PRINGGABAYA — Dikpora NTB melalui Bidang Kepemudaan menggandeng Paguyuban Putri Kebaya Indonesia NTB 2026 untuk menyasar pelajar di Lombok Timur. Sosialisasi digelar di SMAN 1 Pringgabaya dengan hampir 500 siswa-siswi kelas XI sebagai peserta.
Kegiatan ini menyasar dua isu sekaligus: penggalian potensi diri dan pencegahan pernikahan usia anak. Dua tema itu dianggap relevan bagi pelajar yang sedang menyiapkan langkah setelah lulus SMA.
Sejumlah narasumber dihadirkan, mulai dari Kepala Bidang Pembinaan dan Pengembangan Kepemudaan Dikpora NTB H. Tarmidzi, Hurul In yang membahas bahaya Merarik Kodek, hingga Kirana yang memberikan pelatihan menggambar batik. Baiq Almira Gina Afrianti bertindak sebagai Ketua Panitia kegiatan.
H. Tarmidzi yang akrab disapa Pak Ajik menyampaikan materi pertama. Ia mendorong para siswa lebih percaya diri dalam menggali kemampuan dan potensi yang dimiliki.
Menurutnya, pemuda perlu mencatat apa yang disukai dan kelebihannya. Cara lain adalah berani bergabung dengan organisasi sekolah seperti OSIS, Pramuka, PMR, dan kepanitiaan lain untuk melatih kerja sama dan kepemimpinan.
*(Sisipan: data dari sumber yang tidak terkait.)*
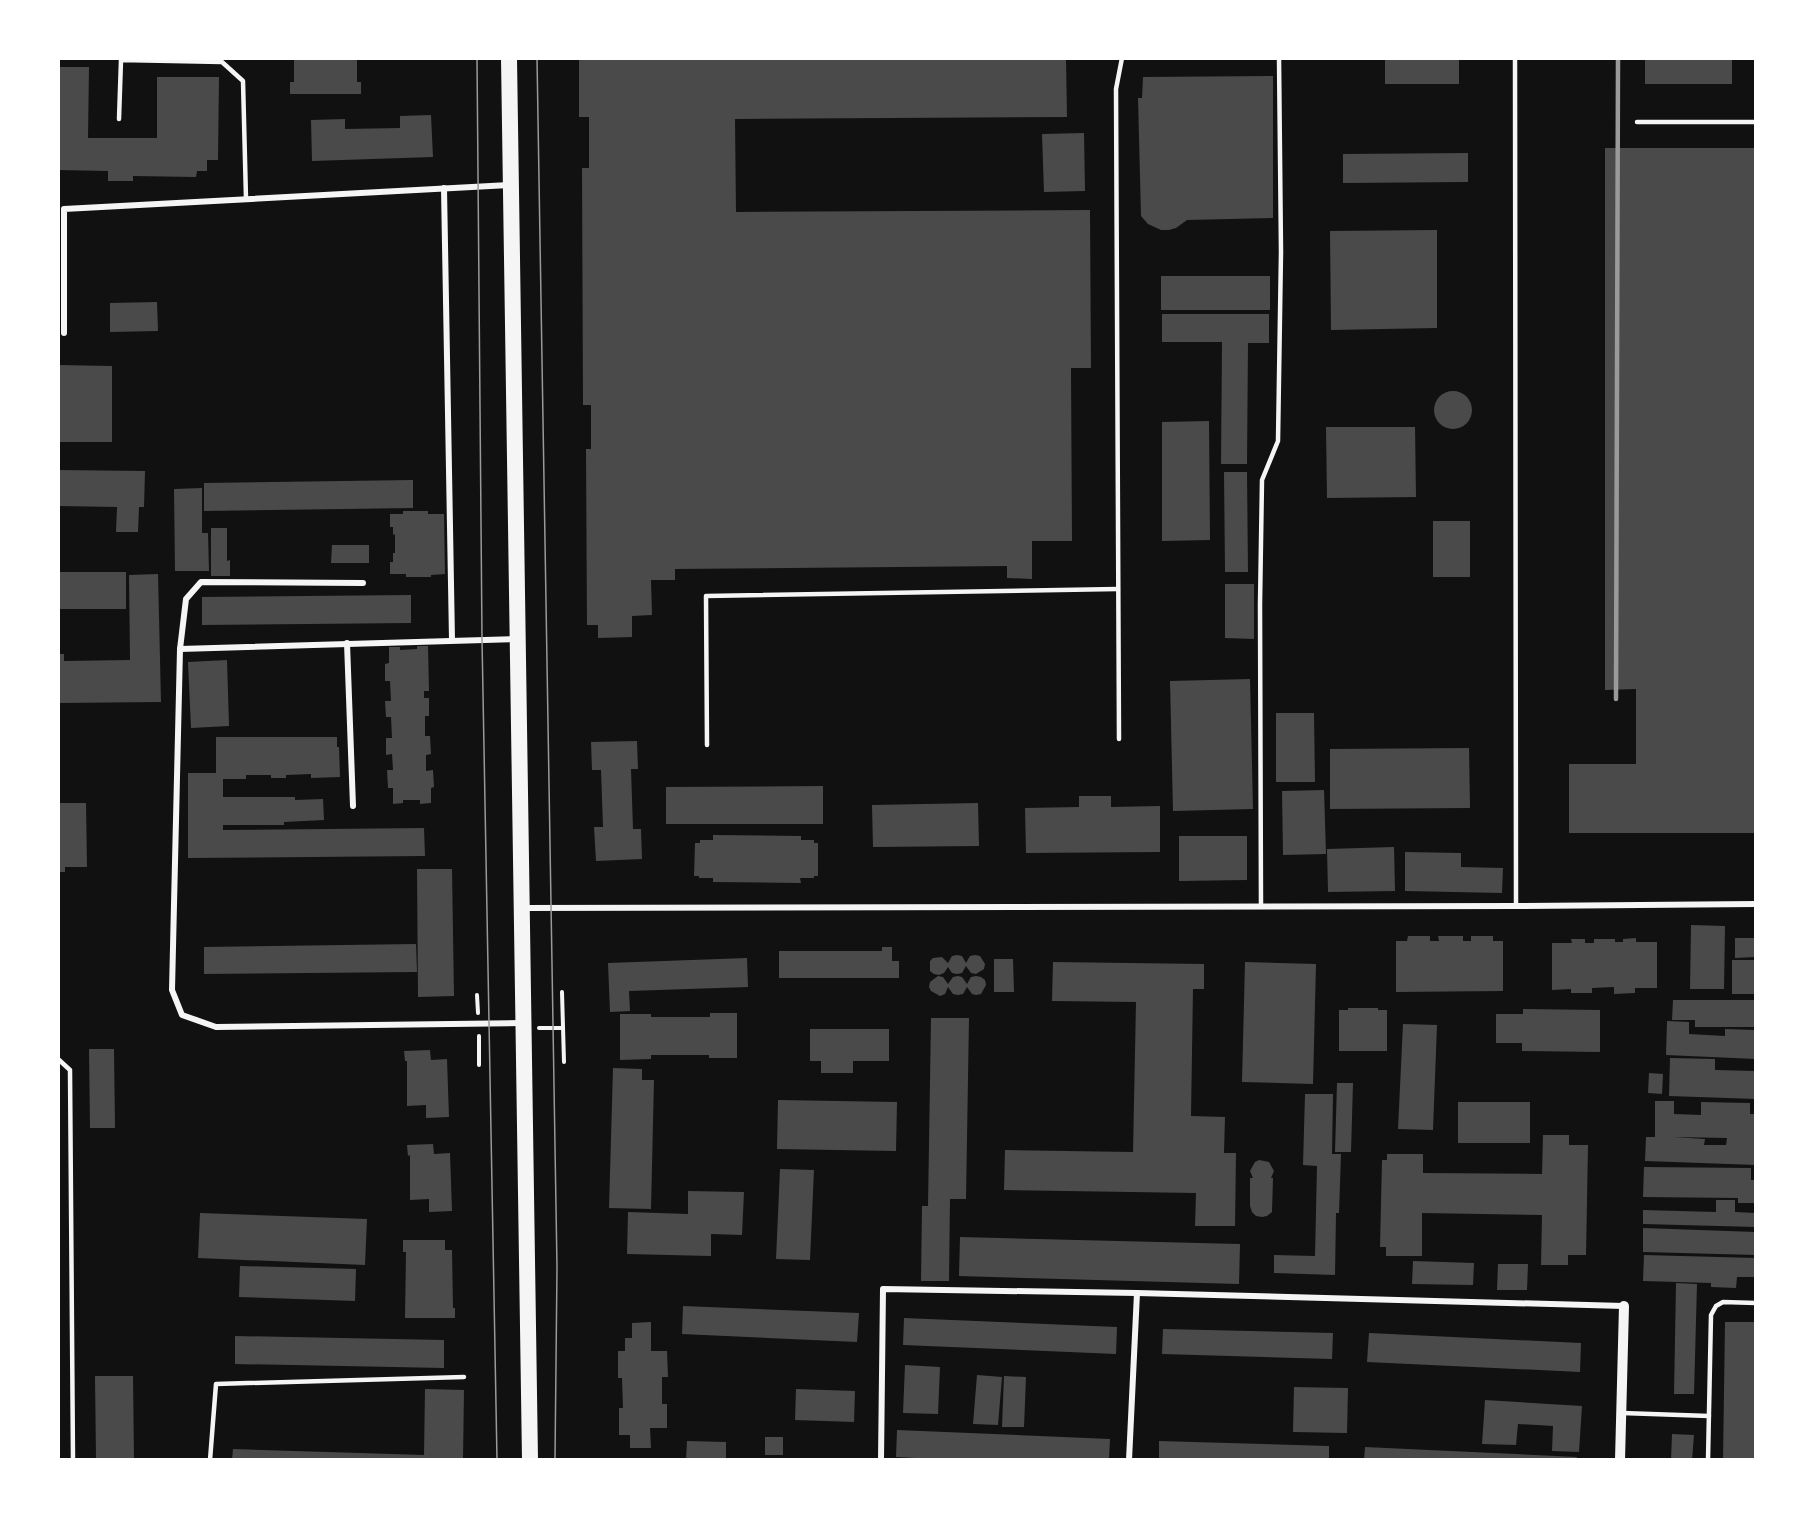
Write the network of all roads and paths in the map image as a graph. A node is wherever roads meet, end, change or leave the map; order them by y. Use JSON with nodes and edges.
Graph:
{"nodes":[{"id":1,"x":509,"y":58,"type":"edge"},
{"id":2,"x":1122,"y":58,"type":"edge"},
{"id":3,"x":1279,"y":58,"type":"edge"},
{"id":4,"x":1515,"y":58,"type":"edge"},
{"id":5,"x":119,"y":119,"type":"dead end"},
{"id":6,"x":1637,"y":122,"type":"dead end"},
{"id":7,"x":1755,"y":122,"type":"edge"},
{"id":8,"x":511,"y":185,"type":"junction"},
{"id":9,"x":444,"y":188,"type":"junction"},
{"id":10,"x":246,"y":199,"type":"junction"},
{"id":11,"x":64,"y":333,"type":"dead end"},
{"id":12,"x":363,"y":583,"type":"dead end"},
{"id":13,"x":1118,"y":589,"type":"junction"},
{"id":14,"x":518,"y":639,"type":"junction"},
{"id":15,"x":452,"y":640,"type":"junction"},
{"id":16,"x":347,"y":643,"type":"junction"},
{"id":17,"x":180,"y":649,"type":"junction"},
{"id":18,"x":1119,"y":739,"type":"dead end"},
{"id":19,"x":707,"y":745,"type":"dead end"},
{"id":20,"x":353,"y":806,"type":"dead end"},
{"id":21,"x":1755,"y":904,"type":"edge"},
{"id":22,"x":1261,"y":906,"type":"junction"},
{"id":23,"x":1516,"y":906,"type":"junction"},
{"id":24,"x":522,"y":908,"type":"junction"},
{"id":25,"x":562,"y":992,"type":"dead end"},
{"id":26,"x":523,"y":1023,"type":"junction"},
{"id":27,"x":478,"y":1028,"type":"dead end"},
{"id":28,"x":58,"y":1059,"type":"edge"},
{"id":29,"x":564,"y":1062,"type":"dead end"},
{"id":30,"x":479,"y":1065,"type":"dead end"},
{"id":31,"x":1137,"y":1293,"type":"junction"},
{"id":32,"x":1755,"y":1303,"type":"edge"},
{"id":33,"x":1624,"y":1306,"type":"joint"},
{"id":34,"x":464,"y":1377,"type":"dead end"},
{"id":35,"x":1622,"y":1413,"type":"junction"},
{"id":36,"x":1709,"y":1416,"type":"junction"},
{"id":37,"x":73,"y":1460,"type":"edge"},
{"id":38,"x":210,"y":1460,"type":"edge"},
{"id":39,"x":530,"y":1460,"type":"edge"},
{"id":40,"x":881,"y":1460,"type":"edge"},
{"id":41,"x":1129,"y":1460,"type":"edge"},
{"id":42,"x":1620,"y":1460,"type":"edge"},
{"id":43,"x":1708,"y":1460,"type":"edge"}],
"edges":[{"from":1,"to":8,"type":"highway"},
{"from":2,"to":13,"type":"lane"},
{"from":3,"to":22,"type":"lane"},
{"from":4,"to":23,"type":"lane"},
{"from":5,"to":10,"type":"lane"},
{"from":6,"to":7,"type":"lane"},
{"from":8,"to":9,"type":"street"},
{"from":8,"to":14,"type":"highway"},
{"from":9,"to":10,"type":"street"},
{"from":9,"to":15,"type":"street"},
{"from":10,"to":11,"type":"street"},
{"from":12,"to":17,"type":"street"},
{"from":13,"to":18,"type":"lane"},
{"from":13,"to":19,"type":"lane"},
{"from":14,"to":15,"type":"street"},
{"from":14,"to":24,"type":"highway"},
{"from":15,"to":16,"type":"street"},
{"from":16,"to":17,"type":"street"},
{"from":16,"to":20,"type":"street"},
{"from":17,"to":26,"type":"street"},
{"from":21,"to":23,"type":"street"},
{"from":22,"to":23,"type":"street"},
{"from":22,"to":24,"type":"street"},
{"from":24,"to":26,"type":"highway"},
{"from":25,"to":29,"type":"path"},
{"from":26,"to":39,"type":"highway"},
{"from":27,"to":30,"type":"path"},
{"from":28,"to":37,"type":"lane"},
{"from":31,"to":33,"type":"street"},
{"from":31,"to":40,"type":"street"},
{"from":31,"to":41,"type":"street"},
{"from":32,"to":36,"type":"lane"},
{"from":33,"to":35,"type":"street"},
{"from":34,"to":38,"type":"lane"},
{"from":35,"to":36,"type":"lane"},
{"from":35,"to":42,"type":"street"},
{"from":36,"to":43,"type":"lane"}]}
Ia juga menyarankan pelajar mencoba hal baru. Berani keluar dari zona nyaman lewat pelatihan, kursus keterampilan, atau kegiatan sosial dapat membuka wawasan dan menemukan bakat tersembunyi.
Masukan dari orang tua, guru, atau teman dinilai membantu pemuda melihat kualitas diri yang mungkin belum disadari. Pemanfaatan teknologi dan wadah kreatif juga disebutnya penting.
"Mengikuti workshop atau pelatihan digital membuat pemuda lebih produktif dan inovatif," tambahnya.
Ia menegaskan setiap individu memiliki kelebihan masing-masing yang dapat dikembangkan menjadi prestasi apabila diasah secara konsisten.
"Setiap orang pasti memiliki kelebihan. Maka dari itu, galilah kemampuan yang ada tersebut untuk menjadi sesuatu yang membanggakan," ujarnya.
Pak Ajik mengajak pelajar tidak ragu menetapkan cita-cita dan terus mengembangkan kemampuan di bidang akademik maupun nonakademik. Masa sekolah disebutnya momentum penting untuk membangun fondasi masa depan.
Narasumber lain, Hurul In, menyoroti fenomena Merarik Kodek atau pernikahan pada usia anak. Ia mengingatkan pelajar agar mempertimbangkan secara matang dampaknya terhadap keberlangsungan pendidikan dan rencana masa depan.
"Biasanya setelah menikah, seseorang akan memiliki keterbatasan dalam berbagai hal, termasuk dalam mengejar karier atau cita-cita," kata Hurul In.
Ia menjelaskan pernikahan pada usia anak menghadirkan berbagai tantangan dalam kehidupan, termasuk persoalan psikologis dan sosial yang berpotensi memengaruhi proses pengembangan diri.
Karena itu, Hurul In mengajak siswa memanfaatkan masa muda untuk belajar, berkarya, dan mengembangkan bakat.
"Buat generasi muda, kejarlah cita-citamu setinggi-tingginya. Berkaryalah dengan potensi dan kemampuan yang dimiliki, karena itulah salah satu jalan untuk meraih kesuksesan," pesannya.
Narasumber dari Paguyuban Putri Kebaya, Kirana, memberikan pelatihan menggambar batik alami menggunakan daun, kembang, ranting, dan bahan lain dari alam. Pelatihan ini dilombakan dan langsung mendapatkan hadiah di akhir acara.
Ketua Panitia Baiq Almira Gina Afrianti merasa puas atas kegiatan ini. Pihaknya berharap kegiatan ini memberikan manfaat bagi peserta dan bisa diterapkan pada kehidupan sehari-hari.
Pada kegiatan ini juga ditampilkan penyanyi berbakat dari siswi SMKN 1 Dompu, Anis Tasya, yang menghibur semua peserta pelatihan.